Entries taken from a collection
* * * * * * * * *

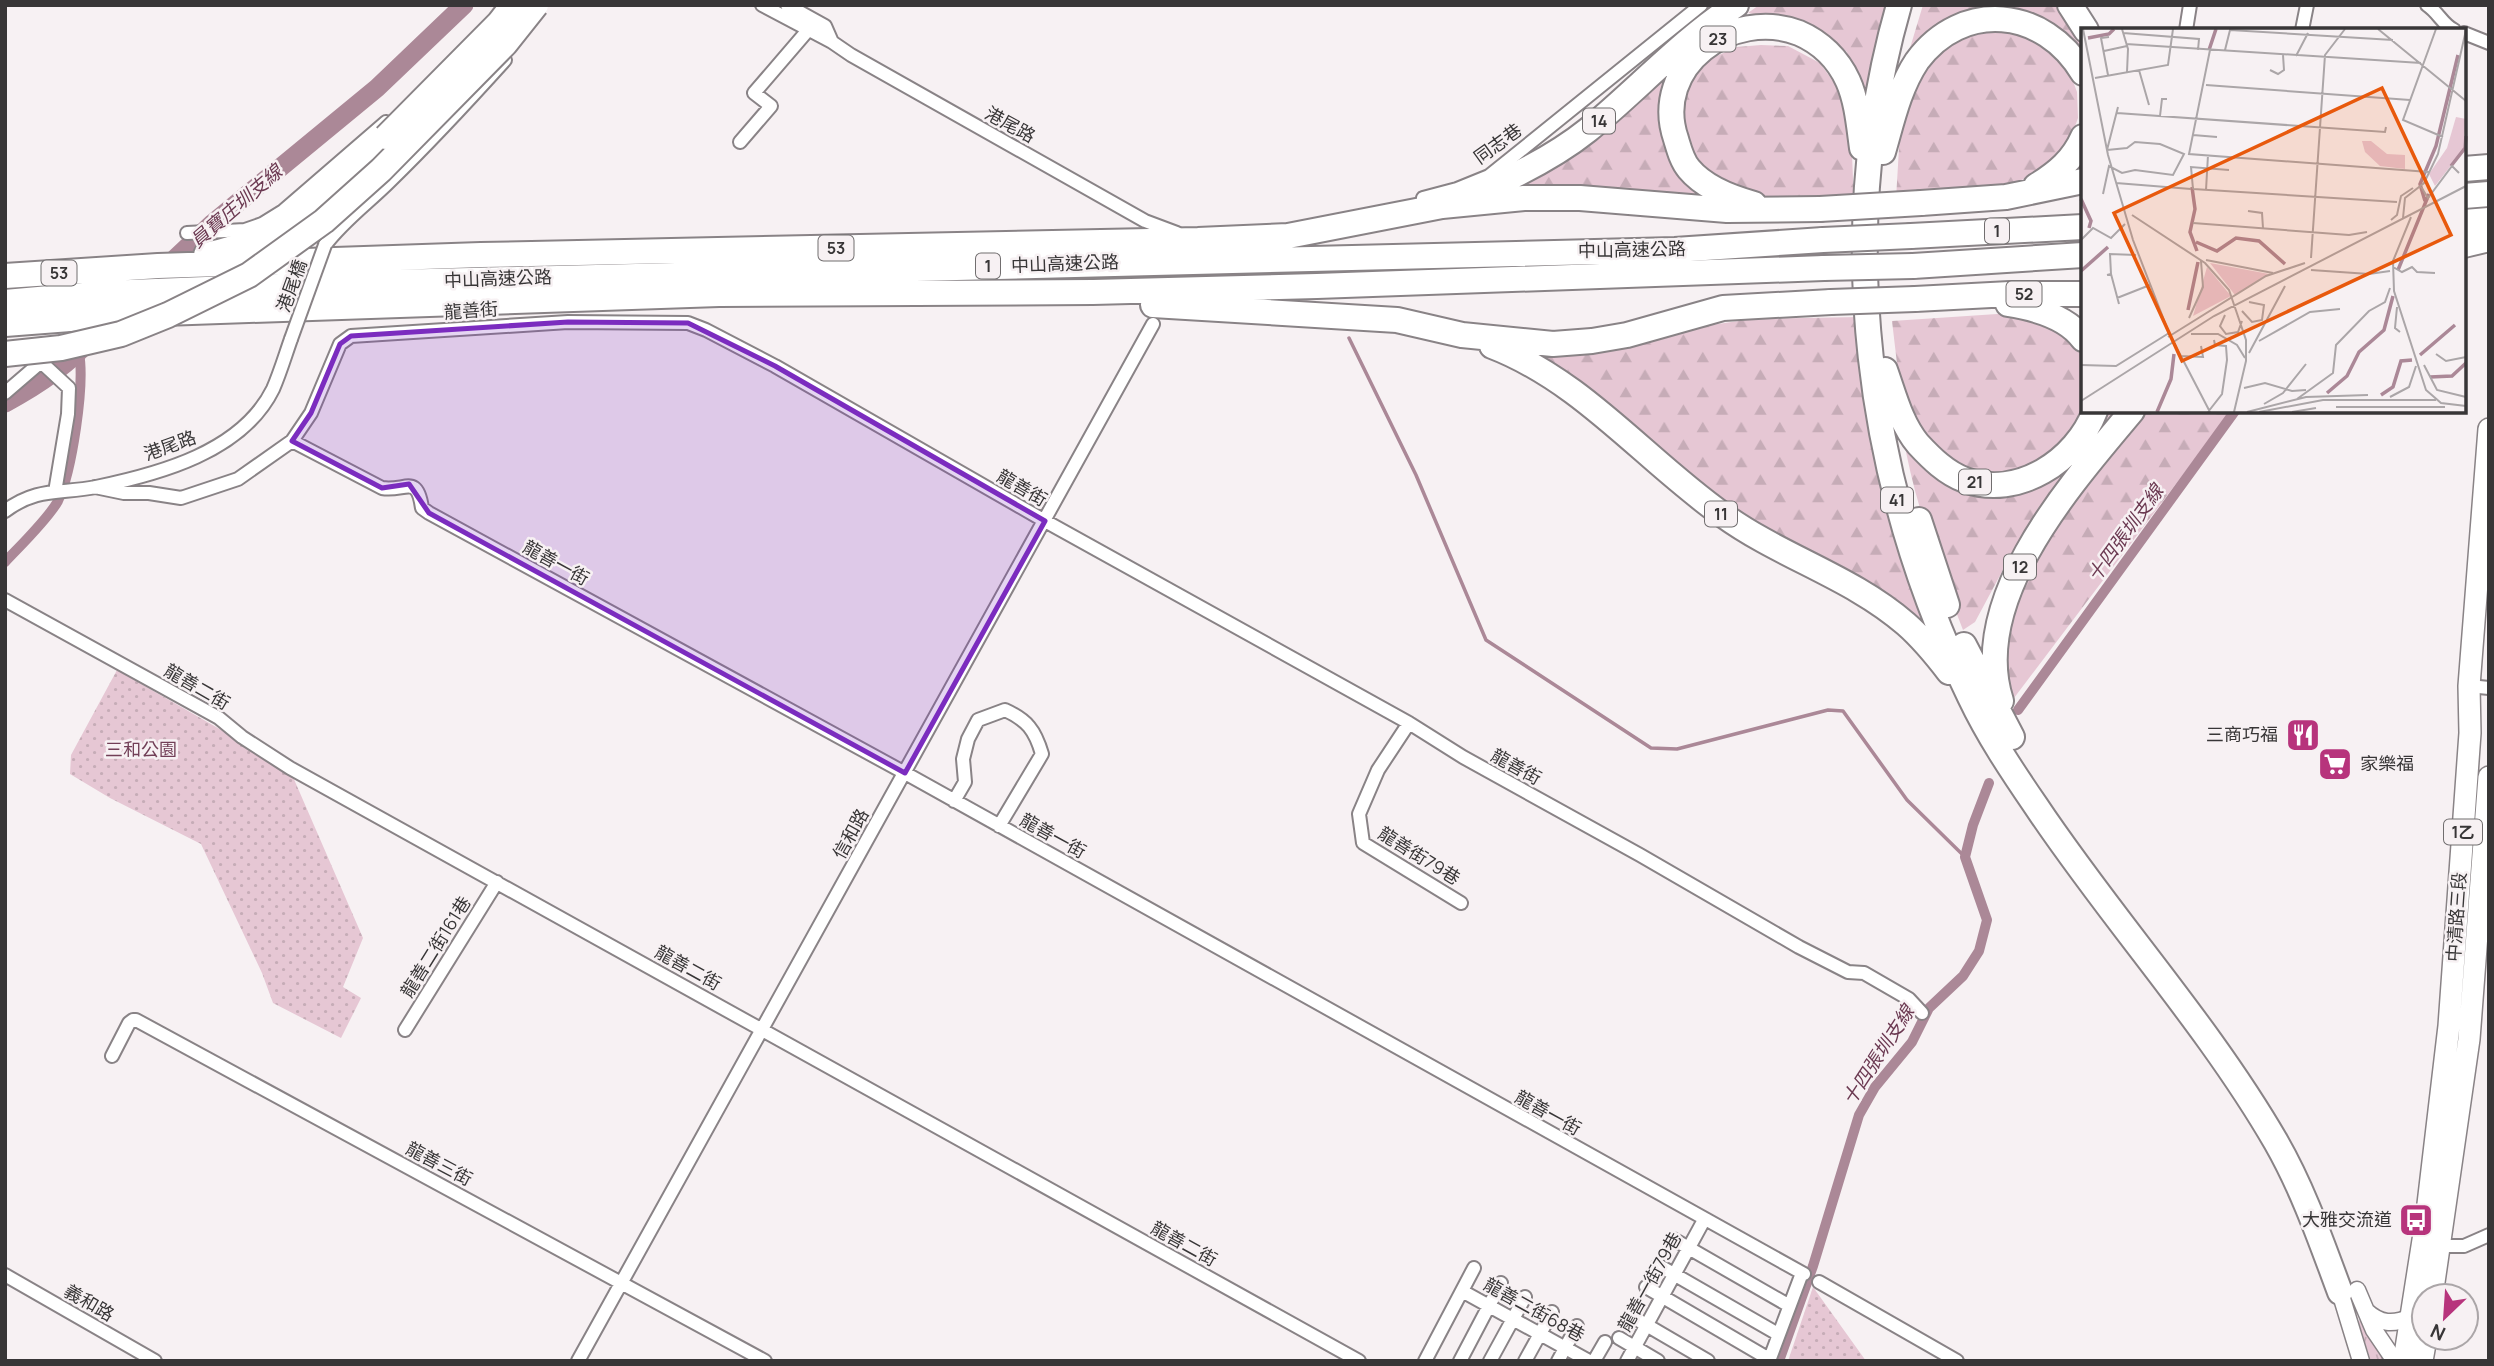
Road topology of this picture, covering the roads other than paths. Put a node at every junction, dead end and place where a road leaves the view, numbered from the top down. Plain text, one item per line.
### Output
1 (513, 5) edge
2 (547, 5) edge
3 (761, 5) edge
4 (786, 5) edge
5 (1701, 5) edge
6 (1736, 5) edge
7 (1899, 5) edge
8 (1915, 5) edge
9 (2070, 5) edge
10 (2190, 5) edge
11 (2307, 5) edge
12 (2427, 5) edge
13 (537, 11) edge
14 (2085, 28) edge
15 (2186, 28) edge
16 (2302, 28) edge
17 (2450, 28) edge
18 (810, 29) junction
19 (2466, 34) edge
20 (832, 42) junction
21 (2489, 43) edge
22 (2081, 70) edge
23 (2081, 141) edge
24 (740, 142) dead end
25 (1883, 152) junction
26 (1866, 176) junction
27 (2081, 181) edge
28 (2006, 197) junction
29 (1442, 206) junction
30 (1778, 210) junction
31 (2081, 227) edge
32 (1234, 232) joint
33 (187, 233) dead end
34 (241, 238) junction
35 (2081, 255) edge
36 (156, 273) junction
37 (5, 276) edge
38 (109, 282) junction
39 (858, 293) junction
40 (2081, 294) edge
41 (1966, 297) junction
42 (5, 302) edge
43 (5, 324) edge
44 (1153, 324) dead end
45 (1462, 335) junction
46 (2081, 337) edge
47 (291, 339) joint
48 (5, 354) edge
49 (1885, 370) junction
50 (5, 393) edge
51 (2094, 413) edge
52 (2130, 413) edge
53 (2489, 429) edge
54 (292, 441) junction
55 (2074, 483) junction
56 (95, 487) junction
57 (59, 491) junction
58 (5, 511) edge
59 (1045, 521) junction
60 (5, 600) edge
61 (1954, 644) junction
62 (2479, 687) edge
63 (1972, 701) junction
64 (1409, 723) junction
65 (2019, 751) junction
66 (905, 773) junction
67 (2489, 777) edge
68 (954, 801) junction
69 (999, 826) junction
70 (497, 882) junction
71 (1461, 903) dead end
72 (2482, 971) edge
73 (1922, 1013) dead end
74 (405, 1030) dead end
75 (762, 1030) junction
76 (112, 1056) dead end
77 (2451, 1092) junction
78 (1704, 1220) junction
79 (2489, 1235) edge
80 (1673, 1239) dead end
81 (2440, 1246) junction
82 (1689, 1248) junction
83 (1658, 1265) dead end
84 (1474, 1268) dead end
85 (1674, 1274) junction
86 (5, 1275) edge
87 (622, 1282) junction
88 (1819, 1282) dead end
89 (2417, 1282) edge
90 (2434, 1282) edge
91 (1501, 1283) dead end
92 (1646, 1287) dead end
93 (1462, 1291) junction
94 (1525, 1297) dead end
95 (1662, 1297) junction
96 (2354, 1297) junction
97 (1489, 1306) junction
98 (1788, 1306) junction
99 (1552, 1312) dead end
100 (1630, 1316) dead end
101 (2410, 1318) edge
102 (1513, 1319) junction
103 (2410, 1323) edge
104 (1646, 1325) junction
105 (1577, 1326) dead end
106 (1540, 1334) junction
107 (1778, 1334) junction
108 (1619, 1338) dead end
109 (1605, 1342) dead end
110 (1565, 1348) junction
111 (1634, 1348) junction
112 (2361, 1359) edge
113 (1769, 1360) edge
114 (155, 1361) edge
115 (578, 1361) edge
116 (765, 1361) edge
117 (1359, 1361) edge
118 (1425, 1361) edge
119 (1460, 1361) edge
120 (1490, 1361) edge
121 (1525, 1361) edge
122 (1558, 1361) edge
123 (1589, 1361) edge
124 (1594, 1361) edge
125 (1627, 1361) edge
126 (1657, 1361) edge
127 (1708, 1361) edge
128 (1956, 1361) edge
129 (2395, 1361) edge
130 (2404, 1361) edge

1 - 34 highway, bridge
2 - 13 street
3 - 18 street
4 - 20 street, 港尾路
5 - 32 street, 同志巷
6 - 29 highway, 14
7 - 26 highway
8 - 25 highway
9 - 14 highway
10 - 15 street
11 - 16 street
12 - 17 street
13 - 34 street
13 - 47 street, 港尾橋, bridge
13 - 48 highway, bridge
18 - 20 street
18 - 24 street
19 - 21 street
20 - 32 street, 港尾路
22 - 25 highway
23 - 28 highway
25 - 49 highway
26 - 30 highway, 23
26 - 61 highway, 41
27 - 28 highway
28 - 30 highway, bridge
29 - 30 highway
29 - 36 highway, 53
31 - 36 highway, 中山高速公路 / 1, bridge
33 - 34 street
34 - 36 highway
35 - 39 highway, 中山高速公路 / 1, bridge
36 - 38 highway, 中山高速公路 / 1
37 - 38 highway, 53
38 - 42 highway, 中山高速公路 / 1
39 - 43 highway, 中山高速公路 / 1
39 - 45 highway
40 - 41 highway, 52
41 - 45 highway, bridge
41 - 46 highway
44 - 59 street, 信和路
45 - 63 highway, 11
47 - 56 street, 港尾路
49 - 51 highway, 21
49 - 61 highway
50 - 57 street
52 - 55 highway, 12
53 - 62 main road, 中清路三段 / 1乙
54 - 56 street, 龍善街
54 - 59 street, 龍善街
54 - 66 street, 龍善一街
55 - 61 highway
55 - 65 highway, 12
56 - 57 street, 港尾路
57 - 58 street, 港尾路
59 - 64 street, 龍善街
59 - 66 street, 信和路
60 - 70 street, 龍善二街
61 - 63 highway
61 - 65 highway
62 - 77 main road, 中清路三段 / 1乙
63 - 96 highway
64 - 71 street, 龍善街79巷
64 - 73 street, 龍善街
65 - 96 highway
66 - 68 street, 龍善一街
66 - 75 street, 信和路
67 - 72 main road, 中清路三段 / 1乙
68 - 69 street, 龍善一街
68 - 69 street
69 - 78 street, 龍善一街
70 - 74 street, 龍善二街161巷
70 - 75 street, 龍善二街
72 - 77 main road, 中清路三段 / 1乙
75 - 87 street, 信和路
75 - 117 street, 龍善二街
76 - 87 street, 龍善三街
77 - 81 main road, 中清路三段 / 1乙
77 - 89 main road, 中清路三段 / 1乙
78 - 82 street, 龍善一街79巷
78 - 98 street, 龍善一街
79 - 81 street
80 - 82 street
81 - 90 main road, 中清路三段 / 1乙
82 - 85 street, 龍善一街79巷
82 - 98 street
83 - 85 street
84 - 93 street
85 - 95 street, 龍善一街79巷
85 - 107 street
86 - 114 street, 義和路
87 - 115 street, 信和路
87 - 116 street, 龍善三街
88 - 128 street
91 - 97 street
92 - 95 street
93 - 97 street, 龍善二街68巷
93 - 118 street
94 - 102 street
95 - 104 street, 龍善一街79巷
95 - 113 street
96 - 101 street
96 - 112 street
96 - 129 street
97 - 102 street, 龍善二街68巷
97 - 119 street
98 - 107 street
99 - 106 street
100 - 104 street
102 - 106 street, 龍善二街68巷
102 - 120 street
103 - 130 main road, 中清路三段 / 1乙
104 - 111 street, 龍善一街79巷
104 - 127 street
105 - 110 street
106 - 110 street, 龍善二街68巷
106 - 121 street
107 - 113 street
108 - 111 street
109 - 124 street
110 - 122 street
110 - 123 street, 龍善二街68巷
111 - 125 street, 龍善一街79巷
111 - 126 street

* * * * * * * * *

### Problem
Please go through the entries and show every line with the word "main".

### Solution
53 - 62 main road, 中清路三段 / 1乙
62 - 77 main road, 中清路三段 / 1乙
67 - 72 main road, 中清路三段 / 1乙
72 - 77 main road, 中清路三段 / 1乙
77 - 81 main road, 中清路三段 / 1乙
77 - 89 main road, 中清路三段 / 1乙
81 - 90 main road, 中清路三段 / 1乙
103 - 130 main road, 中清路三段 / 1乙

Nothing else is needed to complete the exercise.